Though aware that the Countess at the moment was ill in bed, he declared that, if a messenger were sent to her house at a certain hour, he would find her seated at her writing-table in perfect health. This prediction was verified in every particular.

Such was the state of affairs when Cagliostro accompanied the von Medems to Wilzen to prove the existence of the buried treasure he had so craftily located. In spite of his great confidence in himself, he must have realized that the task he had so rashly undertaken at Wilzen was one that would require exceptional cunning to shirk. For the chance of finding a treasure said to have been buried hundreds of years before was even smaller than that on which he counted of evoking the spirit of the Countess’s brother. But in this case, strange to say, it was not his failure to produce the treasure, but the “magic” he successfully employed to conceal his failure that was to cause him the most concern.

IV

Conscious that the Countess’s faith in him was shaken by his failure to give her the consolation she so greatly desired, Cagliostro requested they should travel in the same carriage in order that he might have the opportunity to clear himself of her suspicions as to his sincerity. The very boldness of such a request was sufficient to disarm her. She herself has confessed, in the book from which these details have been drawn, that “his conversation was such as to create in her a great reverence for his moral character, whilst his subtle observations on mankind in general astonished her as greatly as his magical operations.”

From the manner, however, in which he faced the difficulty, he does not appear to have been in the least apprehensive of the consequences of failing to surmount it. The Countess was once more his ardent disciple; the von Medems’ belief in magic was proof against unsuccessful experiments; and Hanachiel—invaluable Hanachiel—was always on hand to explain his failures as well as his successes.

On arriving at Alt-Auz, as the von Medem estate at Wilzen was named, Cagliostro produced from his pocket “a little red book, and read aloud in an unknown tongue.” The Countess, who believed him to be praying, ventured to interrupt him as they drove through the haunted forest in which the treasure was said to be buried. Hereupon he cried out in wild zeal, “Oh, Great Architect of the Universe, help me to accomplish this work.” A bit of theatricality that much impressed his companion, and which was all the more effective for being natural to him.

The von Medems were eager to begin digging for the treasure as soon as they alighted. Cagliostro, however, “after withdrawing to commune in solitude with Hanachiel,” declared that the treasure was guarded by very powerful demons whom it was dangerous to oppose without taking due precautions. “To prevent them from spiriting it away without his knowledge” he performed a little incantation which was supposed to bind Hanachiel to keep an eye on them. The next day, to break the fall, so to speak, of the high hopes the von Medems had built on the buried treasure, he held a séance in which the infant medium was again the chief actor. The child—“holding a large iron nail,” and with only a screen between it and the other members of the party, having presumably been hypnotized[15] by Cagliostro—described the site of the buried treasure, the demon that guarded it, the treasure itself, and “seven angels in long white robes who helped Hanachiel keep an eye on the guardian of the treasure.” At the command of Cagliostro the child kissed, and was kissed by, these angels. And to the amazement of those in the room, with only the screen between them and the child, the sound of the kisses, says the Countess von der Recke, could be distinctly heard.

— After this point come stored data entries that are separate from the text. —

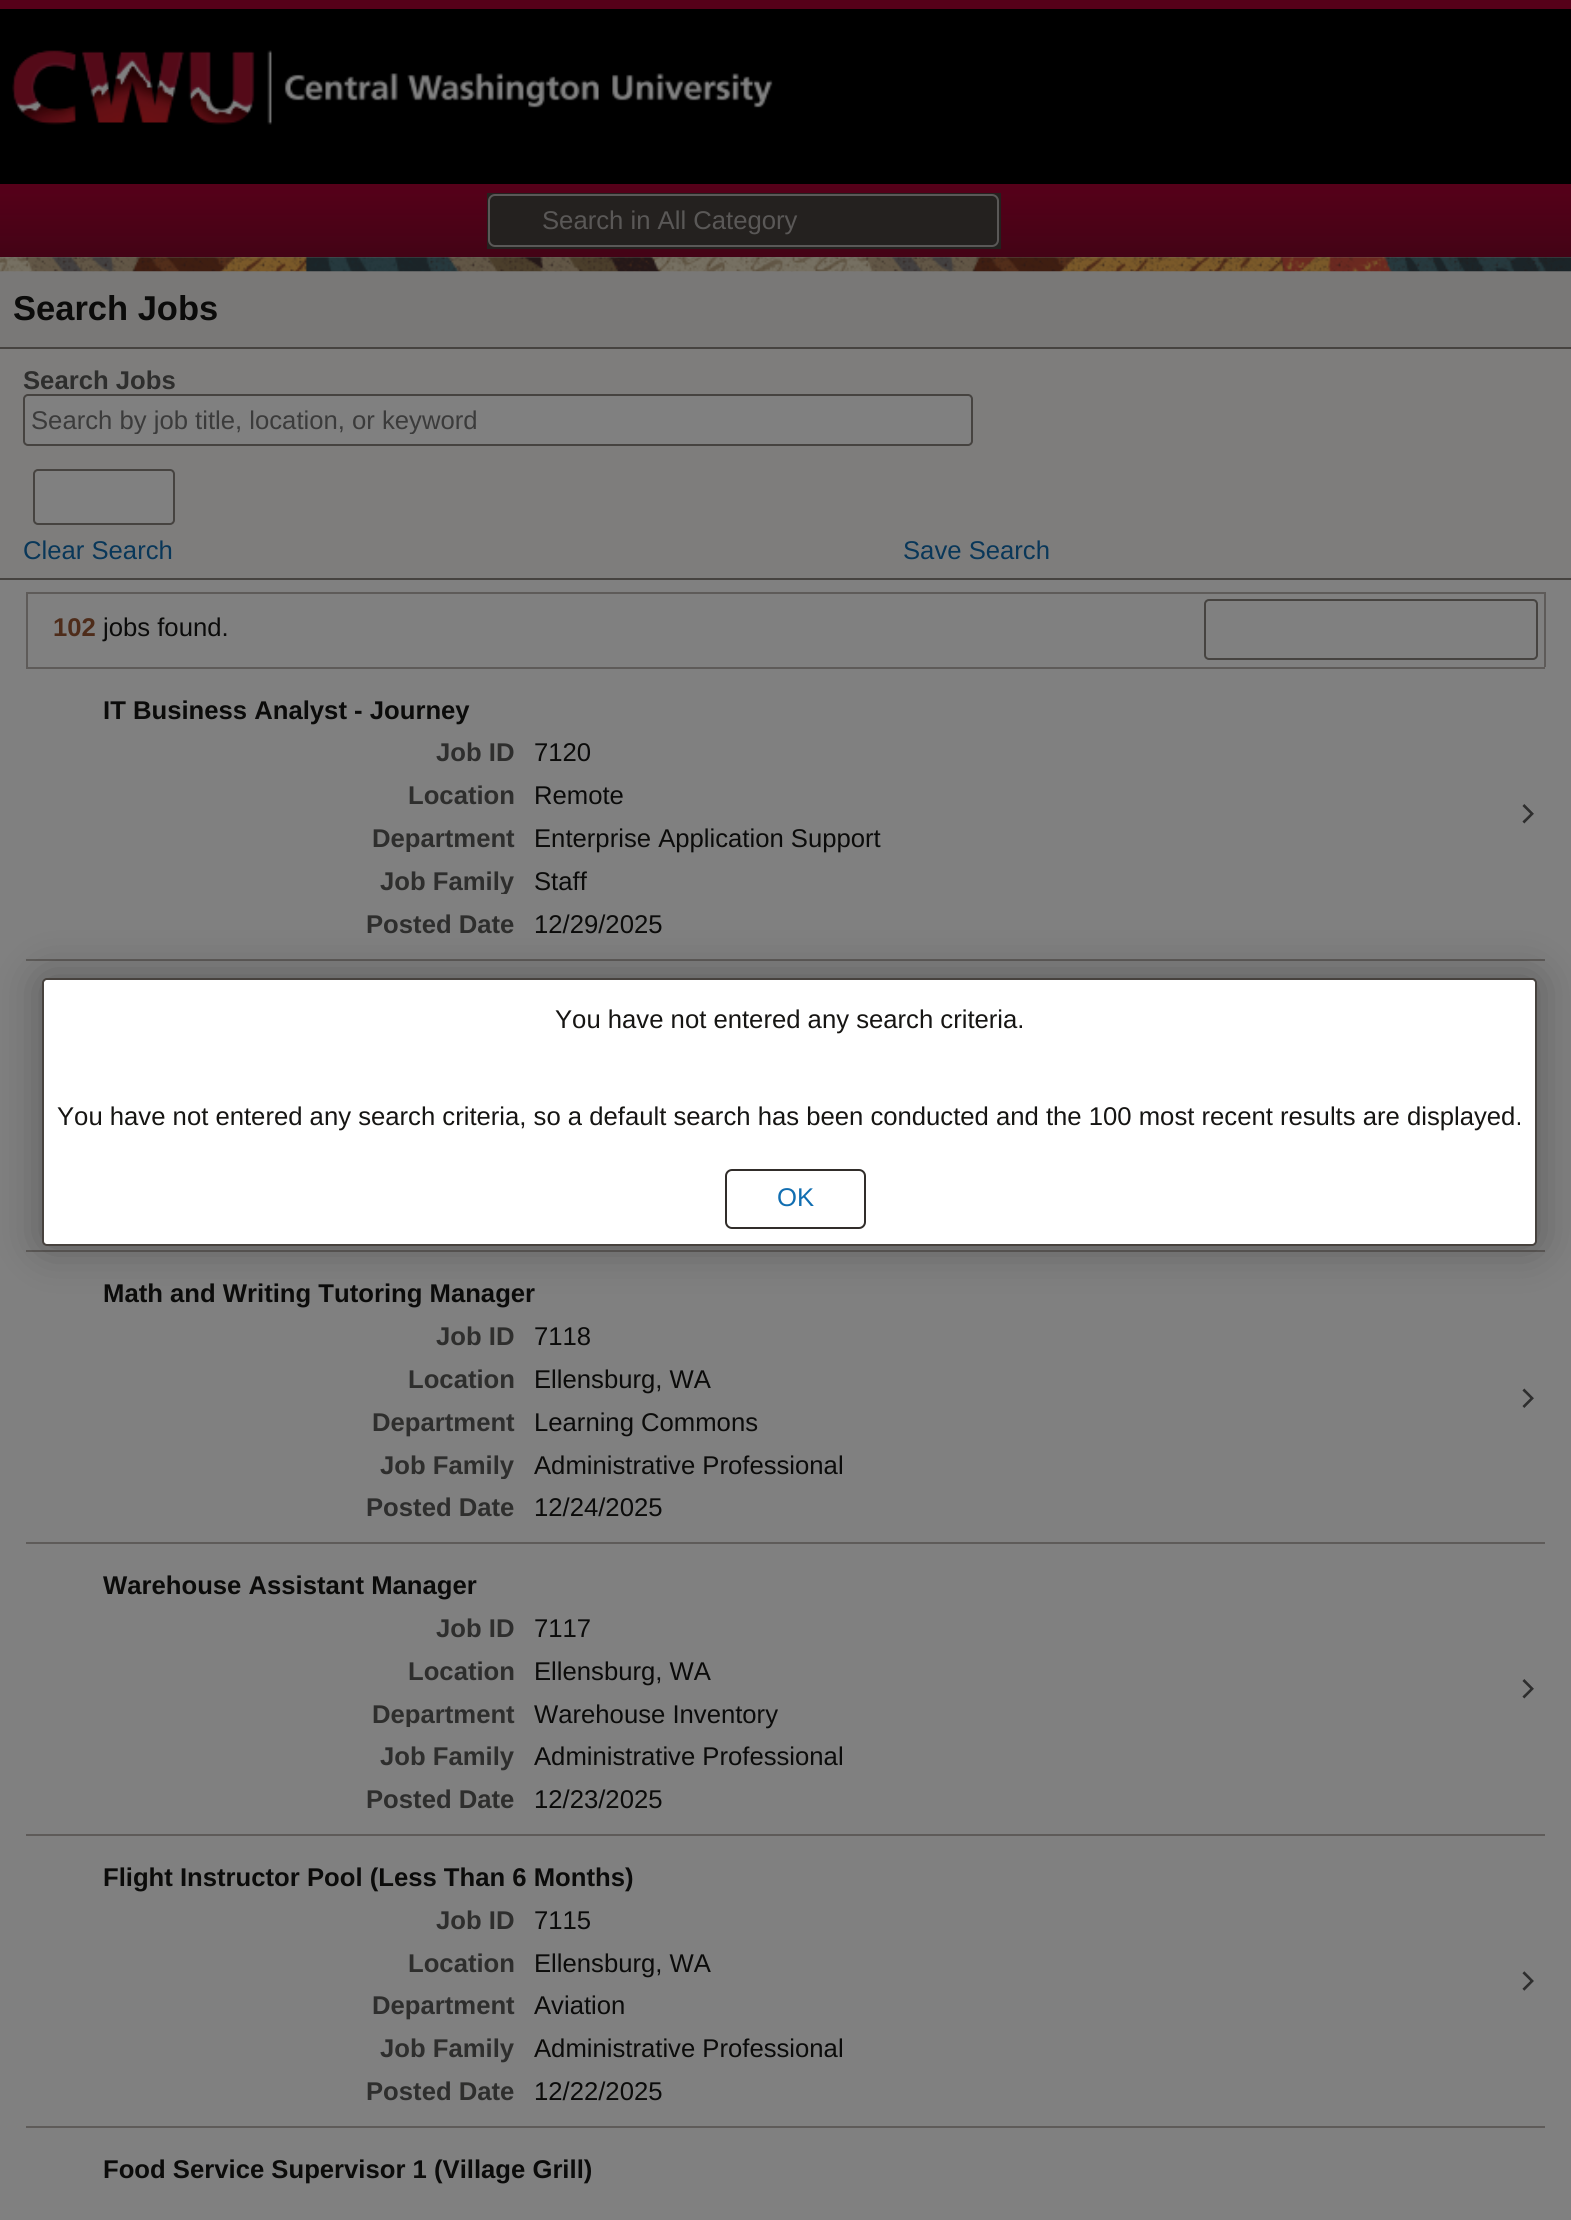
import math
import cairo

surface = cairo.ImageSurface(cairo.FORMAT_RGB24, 1571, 2220)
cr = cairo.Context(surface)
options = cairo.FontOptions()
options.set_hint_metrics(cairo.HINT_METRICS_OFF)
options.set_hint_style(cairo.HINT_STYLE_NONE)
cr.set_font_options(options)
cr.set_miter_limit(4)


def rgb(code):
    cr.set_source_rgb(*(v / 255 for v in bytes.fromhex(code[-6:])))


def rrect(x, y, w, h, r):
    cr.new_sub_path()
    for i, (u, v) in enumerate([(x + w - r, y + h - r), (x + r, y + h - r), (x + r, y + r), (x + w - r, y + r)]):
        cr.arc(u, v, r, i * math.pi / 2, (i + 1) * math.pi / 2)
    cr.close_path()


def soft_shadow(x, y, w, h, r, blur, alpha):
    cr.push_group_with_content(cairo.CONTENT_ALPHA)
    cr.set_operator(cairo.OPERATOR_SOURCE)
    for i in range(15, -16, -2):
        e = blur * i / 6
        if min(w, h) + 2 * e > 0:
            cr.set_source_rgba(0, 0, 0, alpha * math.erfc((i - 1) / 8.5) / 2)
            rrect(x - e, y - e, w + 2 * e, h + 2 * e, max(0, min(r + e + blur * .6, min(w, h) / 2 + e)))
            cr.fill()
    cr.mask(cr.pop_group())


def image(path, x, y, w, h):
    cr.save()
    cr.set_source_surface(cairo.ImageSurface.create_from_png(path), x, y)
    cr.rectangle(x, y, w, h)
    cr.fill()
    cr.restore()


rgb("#808080")
cr.paint()
rgb("#000000")
cr.rectangle(0, 9, 1571, 175)
cr.fill()
rgb("#560019")
cr.rectangle(0, 0, 1571, 9)
cr.fill()
image("img/1.png", 12, 50, 761, 75)
gradient = cairo.LinearGradient(786, 184, 786, 348)
gradient.add_color_stop_rgba(0, 0.337, 0, 0.098, 1)
gradient.add_color_stop_rgba(1, 0.173, 0.031, 0.071, 1)
cr.set_source(gradient)
cr.rectangle(0, 184, 1571, 73)
cr.fill()
rgb("#24211f")
cr.rectangle(487, 193, 514, 56)
cr.fill()
rrect(489, 195, 509, 51, 6)
rgb("#5a5857")
cr.stroke()
rgb("#797877")
cr.rectangle(0, 257, 1571, 90)
cr.fill()
rgb("#464340")
cr.rectangle(0, 347, 1571, 2)
cr.fill()
image("img/2.png", 0, 257, 1571, 15)
rgb("#7e7d7c")
cr.rectangle(0, 349, 1571, 229)
cr.fill()
rgb("#464340")
cr.rectangle(0, 578, 1571, 2)
cr.fill()
rgb("#808080")
rrect(24, 395, 948, 50, 4)
cr.fill_preserve()
rgb("#464340")
cr.stroke()
rgb("#808080")
rrect(34, 470, 140, 54, 4)
cr.fill_preserve()
rgb("#464340")
cr.stroke()
for x, y, w, h, color in [
    (26, 592, 1519, 2, "#5e5b59"),
    (1544, 592, 2, 75, "#5e5b59"),
    (26, 592, 2, 75, "#5e5b59"),
]:
    rgb(color)
    cr.rectangle(x, y, w, h)
    cr.fill()
rrect(1205, 600, 332, 59, 4)
rgb("#464340")
cr.stroke()
rgb("#5e5b59")
cr.rectangle(26, 667, 1519, 2)
cr.fill()
cr.rectangle(26, 959, 1519, 2)
cr.fill()
image("img/3.png", 1522, 804, 12, 20)
cr.rectangle(26, 1250, 1519, 2)
cr.fill()
cr.rectangle(26, 1542, 1519, 2)
cr.fill()
image("img/4.png", 1522, 1388, 12, 20)
cr.rectangle(26, 1834, 1519, 2)
cr.fill()
image("img/3.png", 1522, 1679, 12, 20)
cr.rectangle(26, 2126, 1519, 2)
cr.fill()
image("img/5.png", 1522, 1971, 12, 20)
rgb("#000000")
soft_shadow(42, 978, 1495, 268, 5, 22, 0.3)
rgb("#ffffff")
rrect(43, 979, 1493, 266, 4)
cr.fill_preserve()
rgb("#47423e")
cr.stroke()
rgb("#ffffff")
rrect(44, 980, 1491, 263, 5)
cr.fill()
rrect(726, 1170, 139, 58, 6)
rgb("#312d2a")
cr.stroke()
cr.select_font_face("Liberation Sans")
cr.set_font_size(25.67)
rgb("#5a5857")
cr.move_to(542, 229)
cr.show_text("Search in All Category")
cr.select_font_face("Liberation Sans", cairo.FONT_SLANT_NORMAL, cairo.FONT_WEIGHT_BOLD)
cr.set_font_size(34.5)
rgb("#0b0b0a")
cr.move_to(13, 320)
cr.show_text("Search Jobs")
cr.set_font_size(25.67)
rgb("#2e2e2d")
cr.move_to(23, 389)
cr.show_text("Search Jobs")
cr.save()
cr.rectangle(32, 406, 932, 28)
cr.clip()
cr.select_font_face("Liberation Sans")
rgb("#3b3b3b")
cr.move_to(31, 429)
cr.show_text("Search by job title, location, or keyword")
cr.restore()
cr.select_font_face("Liberation Sans")
rgb("#093759")
cr.move_to(23, 559)
cr.show_text("Clear Search")
cr.move_to(903, 559)
cr.show_text("Save Search")
cr.select_font_face("Liberation Sans", cairo.FONT_SLANT_NORMAL, cairo.FONT_WEIGHT_BOLD)
rgb("#4e2c1a")
cr.move_to(53, 636)
cr.show_text("102")
cr.select_font_face("Liberation Sans")
rgb("#0b0b0a")
cr.move_to(103, 636)
cr.show_text("jobs found.")
cr.select_font_face("Liberation Sans", cairo.FONT_SLANT_NORMAL, cairo.FONT_WEIGHT_BOLD)
cr.move_to(103, 719)
cr.show_text("IT Business Analyst - Journey")
rgb("#2e2e2d")
cr.move_to(436, 761)
cr.show_text("Job ID")
cr.select_font_face("Liberation Sans")
rgb("#0b0b0a")
cr.move_to(534, 761)
cr.show_text("7120")
cr.select_font_face("Liberation Sans", cairo.FONT_SLANT_NORMAL, cairo.FONT_WEIGHT_BOLD)
rgb("#2e2e2d")
cr.move_to(408, 804)
cr.show_text("Location")
cr.select_font_face("Liberation Sans")
rgb("#0b0b0a")
cr.move_to(534, 804)
cr.show_text("Remote")
cr.save()
cr.rectangle(51, 824, 483, 28)
cr.clip()
cr.select_font_face("Liberation Sans", cairo.FONT_SLANT_NORMAL, cairo.FONT_WEIGHT_BOLD)
rgb("#2e2e2d")
cr.move_to(372, 847)
cr.show_text("Department")
cr.restore()
cr.move_to(534, 847)
cr.show_text("Enterprise Application Support")
cr.save()
cr.rectangle(51, 866, 483, 28)
cr.clip()
cr.select_font_face("Liberation Sans", cairo.FONT_SLANT_NORMAL, cairo.FONT_WEIGHT_BOLD)
rgb("#2e2e2d")
cr.move_to(380, 890)
cr.show_text("Job Family")
cr.restore()
cr.move_to(534, 890)
cr.show_text("Staff")
cr.select_font_face("Liberation Sans", cairo.FONT_SLANT_NORMAL, cairo.FONT_WEIGHT_BOLD)
rgb("#2e2e2d")
cr.move_to(366, 933)
cr.show_text("Posted Date")
cr.select_font_face("Liberation Sans")
rgb("#0b0b0a")
cr.move_to(534, 933)
cr.show_text("12/29/2025")
cr.select_font_face("Liberation Sans", cairo.FONT_SLANT_NORMAL, cairo.FONT_WEIGHT_BOLD)
cr.move_to(103, 1302)
cr.show_text("Math and Writing Tutoring Manager")
rgb("#2e2e2d")
cr.move_to(436, 1345)
cr.show_text("Job ID")
cr.select_font_face("Liberation Sans")
rgb("#0b0b0a")
cr.move_to(534, 1345)
cr.show_text("7118")
cr.select_font_face("Liberation Sans", cairo.FONT_SLANT_NORMAL, cairo.FONT_WEIGHT_BOLD)
rgb("#2e2e2d")
cr.move_to(408, 1388)
cr.show_text("Location")
cr.select_font_face("Liberation Sans")
rgb("#0b0b0a")
cr.move_to(534, 1388)
cr.show_text("Ellensburg, WA")
cr.select_font_face("Liberation Sans", cairo.FONT_SLANT_NORMAL, cairo.FONT_WEIGHT_BOLD)
rgb("#2e2e2d")
cr.move_to(372, 1431)
cr.show_text("Department")
cr.select_font_face("Liberation Sans")
rgb("#0b0b0a")
cr.move_to(534, 1431)
cr.show_text("Learning Commons")
cr.save()
cr.rectangle(51, 1451, 483, 28)
cr.clip()
cr.select_font_face("Liberation Sans", cairo.FONT_SLANT_NORMAL, cairo.FONT_WEIGHT_BOLD)
rgb("#2e2e2d")
cr.move_to(380, 1474)
cr.show_text("Job Family")
cr.restore()
cr.move_to(534, 1474)
cr.show_text("Administrative Professional")
cr.select_font_face("Liberation Sans", cairo.FONT_SLANT_NORMAL, cairo.FONT_WEIGHT_BOLD)
rgb("#2e2e2d")
cr.move_to(366, 1516)
cr.show_text("Posted Date")
cr.select_font_face("Liberation Sans")
rgb("#0b0b0a")
cr.move_to(534, 1516)
cr.show_text("12/24/2025")
cr.select_font_face("Liberation Sans", cairo.FONT_SLANT_NORMAL, cairo.FONT_WEIGHT_BOLD)
cr.move_to(103, 1594)
cr.show_text("Warehouse Assistant Manager")
rgb("#2e2e2d")
cr.move_to(436, 1637)
cr.show_text("Job ID")
cr.select_font_face("Liberation Sans")
rgb("#0b0b0a")
cr.move_to(534, 1637)
cr.show_text("7117")
cr.select_font_face("Liberation Sans", cairo.FONT_SLANT_NORMAL, cairo.FONT_WEIGHT_BOLD)
rgb("#2e2e2d")
cr.move_to(408, 1680)
cr.show_text("Location")
cr.select_font_face("Liberation Sans")
rgb("#0b0b0a")
cr.move_to(534, 1680)
cr.show_text("Ellensburg, WA")
cr.save()
cr.rectangle(51, 1699, 483, 28)
cr.clip()
cr.select_font_face("Liberation Sans", cairo.FONT_SLANT_NORMAL, cairo.FONT_WEIGHT_BOLD)
rgb("#2e2e2d")
cr.move_to(372, 1723)
cr.show_text("Department")
cr.restore()
cr.move_to(534, 1723)
cr.show_text("Warehouse Inventory")
cr.select_font_face("Liberation Sans", cairo.FONT_SLANT_NORMAL, cairo.FONT_WEIGHT_BOLD)
rgb("#2e2e2d")
cr.move_to(380, 1765)
cr.show_text("Job Family")
cr.select_font_face("Liberation Sans")
rgb("#0b0b0a")
cr.move_to(534, 1765)
cr.show_text("Administrative Professional")
cr.select_font_face("Liberation Sans", cairo.FONT_SLANT_NORMAL, cairo.FONT_WEIGHT_BOLD)
rgb("#2e2e2d")
cr.move_to(366, 1808)
cr.show_text("Posted Date")
cr.select_font_face("Liberation Sans")
rgb("#0b0b0a")
cr.move_to(534, 1808)
cr.show_text("12/23/2025")
cr.select_font_face("Liberation Sans", cairo.FONT_SLANT_NORMAL, cairo.FONT_WEIGHT_BOLD)
cr.move_to(103, 1886)
cr.show_text("Flight Instructor Pool (Less Than 6 Months)")
rgb("#2e2e2d")
cr.move_to(436, 1929)
cr.show_text("Job ID")
cr.select_font_face("Liberation Sans")
rgb("#0b0b0a")
cr.move_to(534, 1929)
cr.show_text("7115")
cr.select_font_face("Liberation Sans", cairo.FONT_SLANT_NORMAL, cairo.FONT_WEIGHT_BOLD)
rgb("#2e2e2d")
cr.move_to(408, 1972)
cr.show_text("Location")
cr.select_font_face("Liberation Sans")
rgb("#0b0b0a")
cr.move_to(534, 1972)
cr.show_text("Ellensburg, WA")
cr.select_font_face("Liberation Sans", cairo.FONT_SLANT_NORMAL, cairo.FONT_WEIGHT_BOLD)
rgb("#2e2e2d")
cr.move_to(372, 2014)
cr.show_text("Department")
cr.select_font_face("Liberation Sans")
rgb("#0b0b0a")
cr.move_to(534, 2014)
cr.show_text("Aviation")
cr.select_font_face("Liberation Sans", cairo.FONT_SLANT_NORMAL, cairo.FONT_WEIGHT_BOLD)
rgb("#2e2e2d")
cr.move_to(380, 2057)
cr.show_text("Job Family")
cr.select_font_face("Liberation Sans")
rgb("#0b0b0a")
cr.move_to(534, 2057)
cr.show_text("Administrative Professional")
cr.select_font_face("Liberation Sans", cairo.FONT_SLANT_NORMAL, cairo.FONT_WEIGHT_BOLD)
rgb("#2e2e2d")
cr.move_to(366, 2100)
cr.show_text("Posted Date")
cr.select_font_face("Liberation Sans")
rgb("#0b0b0a")
cr.move_to(534, 2100)
cr.show_text("12/22/2025")
cr.select_font_face("Liberation Sans", cairo.FONT_SLANT_NORMAL, cairo.FONT_WEIGHT_BOLD)
cr.move_to(103, 2178)
cr.show_text("Food Service Supervisor 1 (Village Grill)")
cr.select_font_face("Liberation Sans")
rgb("#161513")
cr.move_to(555, 1028)
cr.show_text("You have not entered any search criteria.")
cr.move_to(57, 1125)
cr.show_text("You have not entered any search criteria, so a default search has been conducted and the 100 most recent results are displayed.")
rgb("#116eb1")
cr.move_to(777, 1206)
cr.show_text("OK")
surface.write_to_png("page.png")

Similar séances took place every day during the eight days the von Medem party stayed at Alt-Auz. At one the Countess herself was induced to enter the “magic circle holding a magic watch in her hand,” while the little medium, assisted by the representative of the Grand Cophta, in his turn assisted by Hanachiel, read her thoughts.

But, unlike her father and uncle, while the impression these phenomena made upon her mind was profound, it was also unfavourable. Though curiosity caused her to witness these séances, the Countess von der Recke strongly disapproved of them on “religious grounds.” Like many another, what she could not explain, she regarded as evil. The phenomena she witnessed appeared so uncanny that she believed them to be directly inspired by the powers of darkness. At first, in her admiration of Cagliostro, she prayed that he might escape temptation and be preserved from the demons with which it was but too evident to her he was surrounded. When at last he declared that he was informed by the ever-attendant Hanachiel that the demon who guarded the buried treasure was not to be propitiated without much difficulty and delay, it did not occur to her to doubt him. The wonders he had been performing daily had convinced her, as well as the others, of his occult powers. But from regarding him with reverence, she now regarded him with dread.

Cagliostro, who never lost sight of the aims of Egyptian Masonry in the deceptions to which the desire to proselytize led him, was in the habit, “before each of his séances, of delivering lectures that were a strange mixture of sublimity and frivolity.” It was by these lectures that he unconsciously lost the respect of the Countess he strove so hard to preserve. One day, while expatiating on the times when the sons of God loved the daughters of men, as described in the Bible—which, he predicted, would return when mankind was morally regenerate—carried away by his subject he declared that, “not only the demi-Gods of Greece, and Christ of Nazareth, but he himself were the fruit of such unions.”